The bumbling, sweaty local sheriff from Noplace, New Mexico keeps
pursuing Lynda and Marjoe throughout Texas, with neither assistance
nor interference from local law enforcement officers. The film makes
this one small-town sheriff seem to be the only law west of the
Pecos, like Judge Roy Bean.
While the outlaw gang is hiding out in the desert, one of them says
something like, "We're gonna die unless we can high-tail it to Old
Mexico before them pigs catch up with us." His girlfriend responds,
"Yeah, I could sure use a taco right about now."
By the way, you might have noted the similarity in the titles
"Smokey and the Bandit" and "Bobbie Jo and the Outlaw," but you'd be
wrong to assume that AIP was ripping off the big studio film. Bobbie
Jo actually came out a year before Smokey, so AIP was actually on
the cutting edge of the trend which would soon rule both big screens
and small in the late 70s, when Reynolds would have a big hit with
Smokey and the Bandit, and The Dukes of Hazzard would begin a long
TV run. Of course, AIP didn't have a lot of money in their budgets,
so this film is punctuated with exactly one country song which is
repeated again and again. There is another musical number, but its a
lame pseudo-country ballad written especially for the film and sung
by Wonder Woman, accompanied by her ownself strumming some simple
guitar chords. She's not a bad singer, but has a voice more suited
to cabaret torch reviews than to the Grand Ole Opry.
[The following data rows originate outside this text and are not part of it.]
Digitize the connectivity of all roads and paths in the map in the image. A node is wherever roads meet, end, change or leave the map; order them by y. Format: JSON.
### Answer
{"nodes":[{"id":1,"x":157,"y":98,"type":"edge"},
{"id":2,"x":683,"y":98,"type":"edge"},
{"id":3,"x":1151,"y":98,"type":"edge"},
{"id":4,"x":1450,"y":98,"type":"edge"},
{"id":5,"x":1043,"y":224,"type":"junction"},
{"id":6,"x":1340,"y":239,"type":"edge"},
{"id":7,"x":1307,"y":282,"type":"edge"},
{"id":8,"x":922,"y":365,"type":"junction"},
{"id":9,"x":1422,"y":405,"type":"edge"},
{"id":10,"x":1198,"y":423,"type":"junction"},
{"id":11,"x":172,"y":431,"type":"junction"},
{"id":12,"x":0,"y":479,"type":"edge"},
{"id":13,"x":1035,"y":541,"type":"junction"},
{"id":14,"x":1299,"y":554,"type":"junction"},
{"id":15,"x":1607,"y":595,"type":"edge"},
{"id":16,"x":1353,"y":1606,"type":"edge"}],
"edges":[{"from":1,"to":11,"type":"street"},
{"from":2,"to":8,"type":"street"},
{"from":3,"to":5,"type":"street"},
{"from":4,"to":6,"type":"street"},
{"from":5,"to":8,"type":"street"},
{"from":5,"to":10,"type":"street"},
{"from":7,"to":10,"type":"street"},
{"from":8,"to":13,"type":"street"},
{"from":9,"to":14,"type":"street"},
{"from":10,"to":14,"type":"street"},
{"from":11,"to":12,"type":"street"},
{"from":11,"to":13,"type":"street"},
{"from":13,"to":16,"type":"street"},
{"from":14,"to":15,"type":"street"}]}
Apart from the budget problems, the repetitive score, the bizarre
lack of continuity, and the fact that every character is a
stereotype, the film also managed to haul out every imaginable
cliché in the 1970s film playbook: a grizzled Native American takes
the outlaw gang on an acid trip in the desert; the outlaws stay at a
New Mexico commune in the hand-built home of a hippie friend; the
cops rough up and insult the hippie; the outlaws hide out and rest
in the barn of an old farm couple and insist on paying them; ...
Enough.
You get the idea.
It's the drive-in era at its pinnacle!